In recent months we’ve announced that the National Heavy Vehicle Regulator will use the funding to establish a national camera system to identify drivers and operators who do not comply. And, earlier this month, the National Heavy Vehicle Regulator announced the commencement of a national health check of our fleet. The National Roadworthiness Baseline Survey means that for the first time we can aim for a single approach and set of rules to assess vehicle compliance standards. Out of this two month survey will come a snapshot of the fleet’s conditions. It will identify risk factors and it will help to develop a national risk-based inspection approach that will show up high risk systems, vehicles, or operators.
I do want to emphasise very strongly the importance of thinking and acting nationally when we are considering the safety. Collecting data nationally will enable us to develop consistent inspection regimes and enforcement across Australia.
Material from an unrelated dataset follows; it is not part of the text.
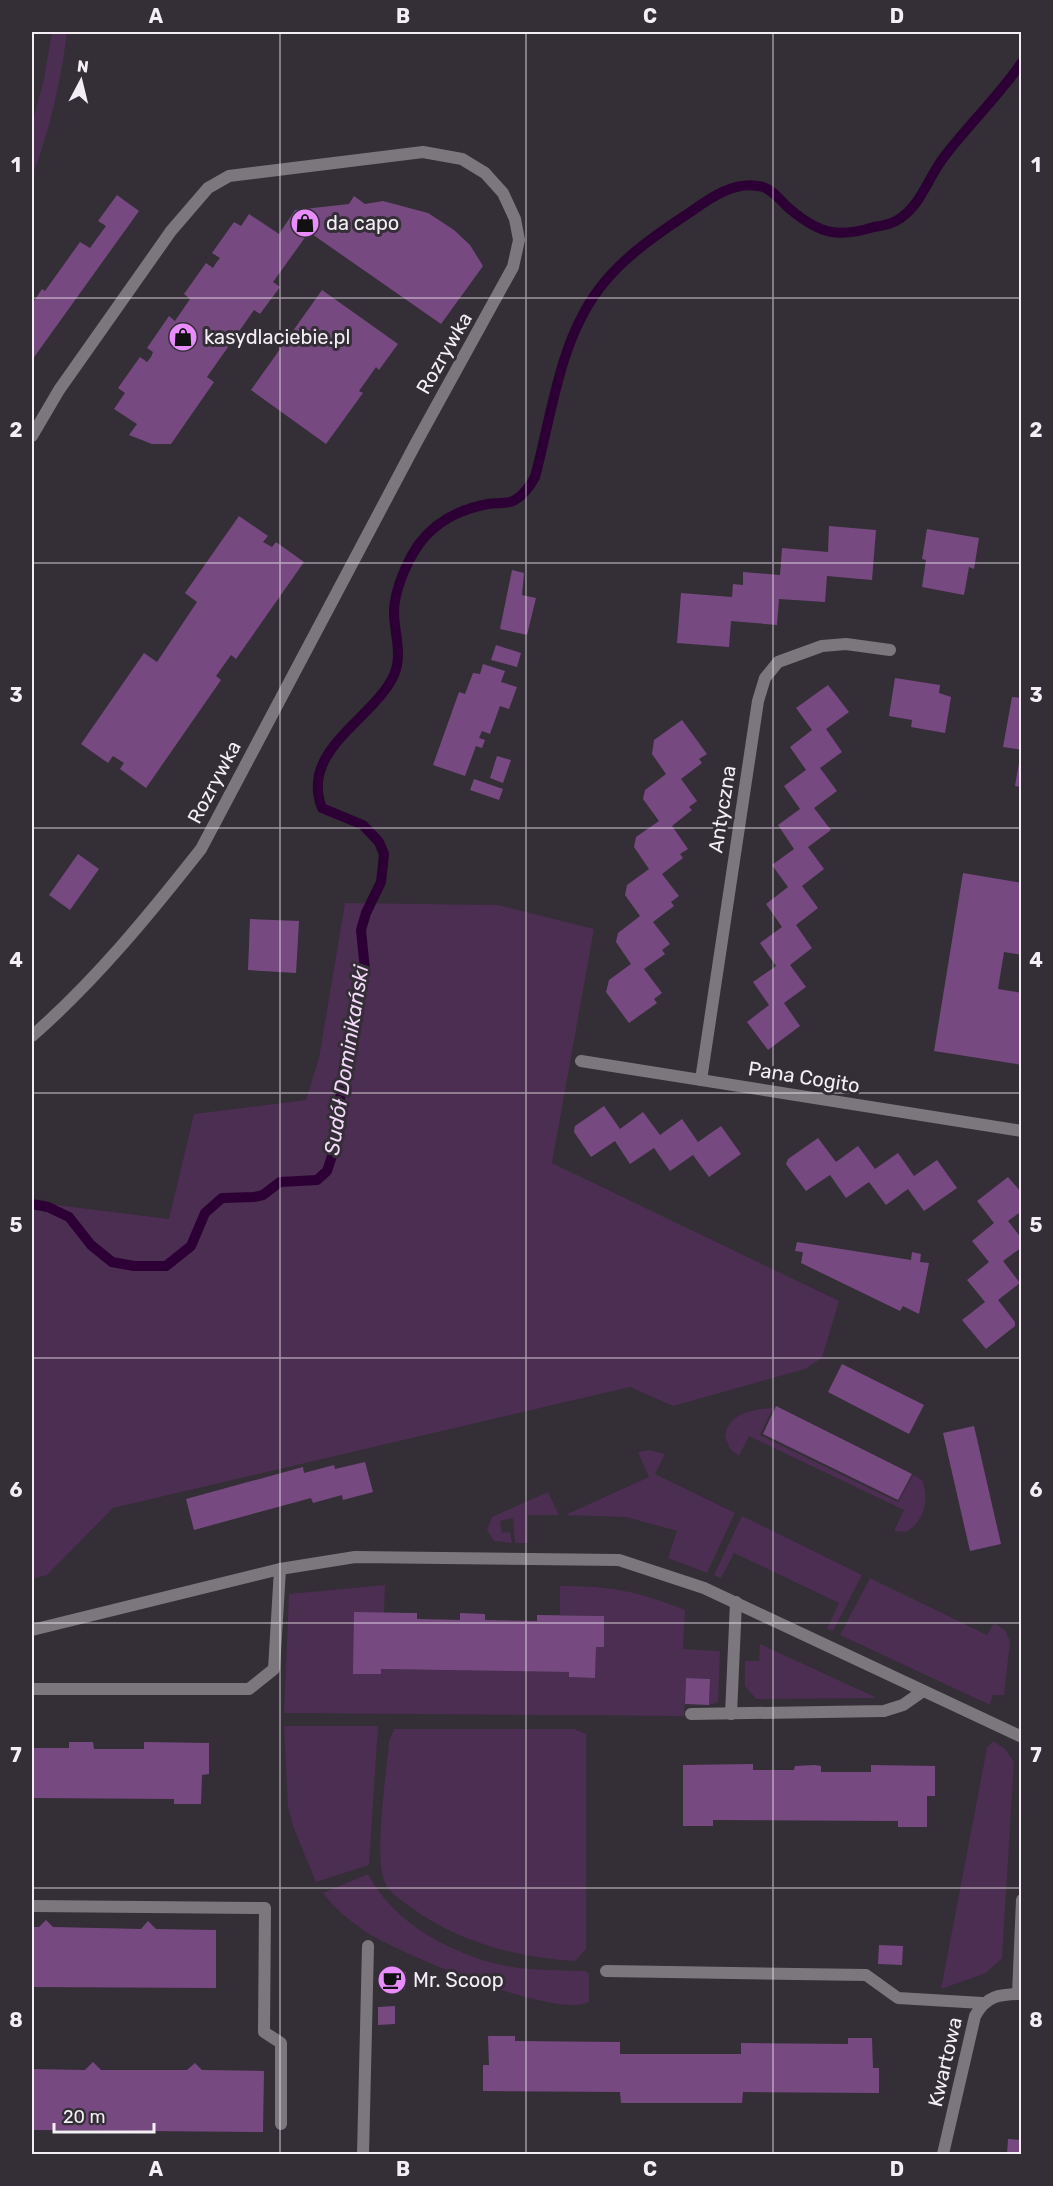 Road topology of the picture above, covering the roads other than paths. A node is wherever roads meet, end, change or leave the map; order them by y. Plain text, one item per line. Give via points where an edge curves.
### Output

Just as we need a national approach to road safety, heavy vehicle safety must be seen as a shared responsibility. Road accidents involving trucks aren’t usually the sole responsibility of the driver; drivers only have so much control. The Turnbull Government recognises that there are many links in the chain and the acts or omissions of someone in any one of those links can influence the safety of a journey. That’s why we support the strengthening of the chain of responsibility regime in the heavy vehicle national law.
Bringing in a primary duty of care means everyone, from the consignor to the loader, will need to look at their safety obligations in a more holistic way. It will not be sufficient just to tick the boxes you think will apply to you and hope the rest takes care of itself. The legislative changes have been approved by transport ministers and are likely to be introduced into the Queensland Parliament in October. Because these are complex and far-reaching changes, we need to make sure everyone understands what they mean and everyone is ready to put them in practice. Therefore, these chain of responsibility amendments will not take effect until the Government is confident that industry is ready for it. The National Heavy Vehicle Regulator is there as a resource and I encourage operators to engage with the National Heavy Vehicle Regulator and actively seek information on the implications of these changes to the law for your own operation.
Let me conclude by thanking you for the opportunity to speak to you today and, again, express regret on the part of Darren Chester that he can’t be here but convey his strong commitment to road safety and to working in your industry in relation to the chain of responsibility and other issues. Improved road safety is a long game and the Australian Government is in it for the long haul; we’re strongly committed to working with you to make improvements. There is nothing more important than improved safety, for those in the industry, for other road users, and for our nation. So, good luck in your important deliberations for the rest of this conference. Both my colleague Darren Chester and I look forward to hearing of the outcomes.